## [TASK]
Every line of the records must be repeated exactly; pictures stay out.

[Stored data]
* * * * * * *

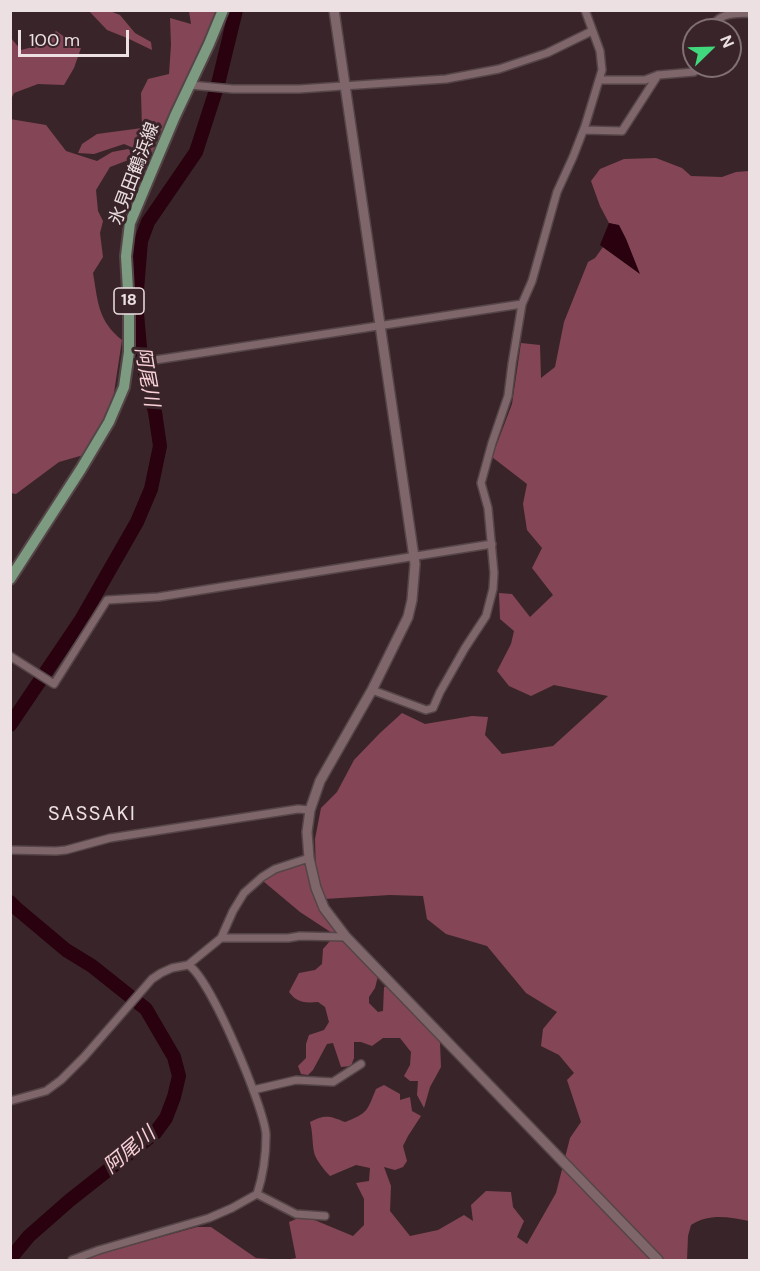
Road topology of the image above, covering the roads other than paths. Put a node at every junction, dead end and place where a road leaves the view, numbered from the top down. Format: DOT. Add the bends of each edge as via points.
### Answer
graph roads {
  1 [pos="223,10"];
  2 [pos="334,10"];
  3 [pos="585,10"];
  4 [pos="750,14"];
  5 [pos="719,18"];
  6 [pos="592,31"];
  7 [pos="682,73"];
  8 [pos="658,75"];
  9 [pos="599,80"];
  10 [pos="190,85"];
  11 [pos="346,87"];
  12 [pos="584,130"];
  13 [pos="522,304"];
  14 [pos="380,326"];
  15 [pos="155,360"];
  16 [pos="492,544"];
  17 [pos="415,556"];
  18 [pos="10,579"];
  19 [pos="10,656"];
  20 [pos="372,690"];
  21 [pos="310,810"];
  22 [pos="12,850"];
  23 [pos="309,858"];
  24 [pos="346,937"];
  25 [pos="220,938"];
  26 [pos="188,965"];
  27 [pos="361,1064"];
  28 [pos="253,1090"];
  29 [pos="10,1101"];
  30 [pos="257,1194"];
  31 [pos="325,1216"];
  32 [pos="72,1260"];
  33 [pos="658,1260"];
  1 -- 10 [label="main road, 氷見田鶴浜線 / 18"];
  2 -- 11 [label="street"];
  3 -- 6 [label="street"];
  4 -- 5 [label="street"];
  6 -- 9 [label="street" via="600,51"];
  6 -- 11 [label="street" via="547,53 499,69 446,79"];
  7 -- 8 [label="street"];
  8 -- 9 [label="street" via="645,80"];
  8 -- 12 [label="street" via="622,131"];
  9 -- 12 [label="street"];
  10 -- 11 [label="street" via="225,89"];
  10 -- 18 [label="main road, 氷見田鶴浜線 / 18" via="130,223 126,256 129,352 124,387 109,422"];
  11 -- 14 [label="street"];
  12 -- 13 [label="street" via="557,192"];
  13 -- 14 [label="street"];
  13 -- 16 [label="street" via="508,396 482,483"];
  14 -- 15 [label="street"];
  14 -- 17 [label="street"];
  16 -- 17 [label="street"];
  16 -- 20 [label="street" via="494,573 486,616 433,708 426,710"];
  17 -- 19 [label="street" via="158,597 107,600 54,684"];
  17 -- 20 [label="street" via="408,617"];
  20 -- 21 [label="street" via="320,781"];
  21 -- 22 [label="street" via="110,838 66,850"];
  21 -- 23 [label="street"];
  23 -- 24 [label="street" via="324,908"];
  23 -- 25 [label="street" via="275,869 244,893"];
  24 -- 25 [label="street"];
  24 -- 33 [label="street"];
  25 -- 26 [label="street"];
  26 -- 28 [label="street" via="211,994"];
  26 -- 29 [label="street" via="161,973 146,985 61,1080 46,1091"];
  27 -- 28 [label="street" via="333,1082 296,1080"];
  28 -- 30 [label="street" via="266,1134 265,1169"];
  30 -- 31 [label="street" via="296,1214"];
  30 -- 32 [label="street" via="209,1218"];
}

* * * * * * *

## [ANSWER BOX]
Road topology of the image above, covering the roads other than paths. Put a node at every junction, dead end and place where a road leaves the view, numbered from the top down. Format: DOT. Add the bends of each edge as via points.
### Answer
graph roads {
  1 [pos="223,10"];
  2 [pos="334,10"];
  3 [pos="585,10"];
  4 [pos="750,14"];
  5 [pos="719,18"];
  6 [pos="592,31"];
  7 [pos="682,73"];
  8 [pos="658,75"];
  9 [pos="599,80"];
  10 [pos="190,85"];
  11 [pos="346,87"];
  12 [pos="584,130"];
  13 [pos="522,304"];
  14 [pos="380,326"];
  15 [pos="155,360"];
  16 [pos="492,544"];
  17 [pos="415,556"];
  18 [pos="10,579"];
  19 [pos="10,656"];
  20 [pos="372,690"];
  21 [pos="310,810"];
  22 [pos="12,850"];
  23 [pos="309,858"];
  24 [pos="346,937"];
  25 [pos="220,938"];
  26 [pos="188,965"];
  27 [pos="361,1064"];
  28 [pos="253,1090"];
  29 [pos="10,1101"];
  30 [pos="257,1194"];
  31 [pos="325,1216"];
  32 [pos="72,1260"];
  33 [pos="658,1260"];
  1 -- 10 [label="main road, 氷見田鶴浜線 / 18"];
  2 -- 11 [label="street"];
  3 -- 6 [label="street"];
  4 -- 5 [label="street"];
  6 -- 9 [label="street" via="600,51"];
  6 -- 11 [label="street" via="547,53 499,69 446,79"];
  7 -- 8 [label="street"];
  8 -- 9 [label="street" via="645,80"];
  8 -- 12 [label="street" via="622,131"];
  9 -- 12 [label="street"];
  10 -- 11 [label="street" via="225,89"];
  10 -- 18 [label="main road, 氷見田鶴浜線 / 18" via="130,223 126,256 129,352 124,387 109,422"];
  11 -- 14 [label="street"];
  12 -- 13 [label="street" via="557,192"];
  13 -- 14 [label="street"];
  13 -- 16 [label="street" via="508,396 482,483"];
  14 -- 15 [label="street"];
  14 -- 17 [label="street"];
  16 -- 17 [label="street"];
  16 -- 20 [label="street" via="494,573 486,616 433,708 426,710"];
  17 -- 19 [label="street" via="158,597 107,600 54,684"];
  17 -- 20 [label="street" via="408,617"];
  20 -- 21 [label="street" via="320,781"];
  21 -- 22 [label="street" via="110,838 66,850"];
  21 -- 23 [label="street"];
  23 -- 24 [label="street" via="324,908"];
  23 -- 25 [label="street" via="275,869 244,893"];
  24 -- 25 [label="street"];
  24 -- 33 [label="street"];
  25 -- 26 [label="street"];
  26 -- 28 [label="street" via="211,994"];
  26 -- 29 [label="street" via="161,973 146,985 61,1080 46,1091"];
  27 -- 28 [label="street" via="333,1082 296,1080"];
  28 -- 30 [label="street" via="266,1134 265,1169"];
  30 -- 31 [label="street" via="296,1214"];
  30 -- 32 [label="street" via="209,1218"];
}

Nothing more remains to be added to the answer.